*** Block opens ***

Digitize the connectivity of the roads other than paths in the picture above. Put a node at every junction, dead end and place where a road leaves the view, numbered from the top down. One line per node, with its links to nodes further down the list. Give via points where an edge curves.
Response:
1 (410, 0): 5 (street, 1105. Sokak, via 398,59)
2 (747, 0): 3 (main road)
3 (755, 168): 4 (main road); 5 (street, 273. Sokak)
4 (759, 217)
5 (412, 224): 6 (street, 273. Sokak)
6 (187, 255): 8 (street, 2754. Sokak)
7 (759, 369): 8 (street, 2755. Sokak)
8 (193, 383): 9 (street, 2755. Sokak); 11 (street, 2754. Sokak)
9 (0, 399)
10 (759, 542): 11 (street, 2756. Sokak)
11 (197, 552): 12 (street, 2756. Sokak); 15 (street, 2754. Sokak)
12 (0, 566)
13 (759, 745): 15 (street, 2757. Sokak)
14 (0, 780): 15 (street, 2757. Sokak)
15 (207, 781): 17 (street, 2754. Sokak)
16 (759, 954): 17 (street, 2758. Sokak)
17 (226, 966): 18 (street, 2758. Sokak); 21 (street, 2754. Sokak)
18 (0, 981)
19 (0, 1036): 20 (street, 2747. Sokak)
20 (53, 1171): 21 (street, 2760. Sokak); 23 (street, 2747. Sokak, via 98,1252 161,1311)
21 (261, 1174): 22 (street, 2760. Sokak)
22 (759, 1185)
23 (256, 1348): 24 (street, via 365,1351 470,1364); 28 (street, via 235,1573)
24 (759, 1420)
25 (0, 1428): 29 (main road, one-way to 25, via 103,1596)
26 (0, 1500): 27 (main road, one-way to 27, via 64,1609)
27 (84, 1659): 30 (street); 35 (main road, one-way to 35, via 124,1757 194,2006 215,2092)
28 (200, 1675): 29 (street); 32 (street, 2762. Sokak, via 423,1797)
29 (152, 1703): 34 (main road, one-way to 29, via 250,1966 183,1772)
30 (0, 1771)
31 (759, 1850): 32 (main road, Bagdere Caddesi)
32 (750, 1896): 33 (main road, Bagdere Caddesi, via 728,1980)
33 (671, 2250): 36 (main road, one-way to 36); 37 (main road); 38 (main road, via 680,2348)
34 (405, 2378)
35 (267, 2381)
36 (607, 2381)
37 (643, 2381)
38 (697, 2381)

*** Block closes ***

Requirement:
Copy all lines from the data above that contain the word "Caddesi".

Final answer:
31 (759, 1850): 32 (main road, Bagdere Caddesi)
32 (750, 1896): 33 (main road, Bagdere Caddesi, via 728,1980)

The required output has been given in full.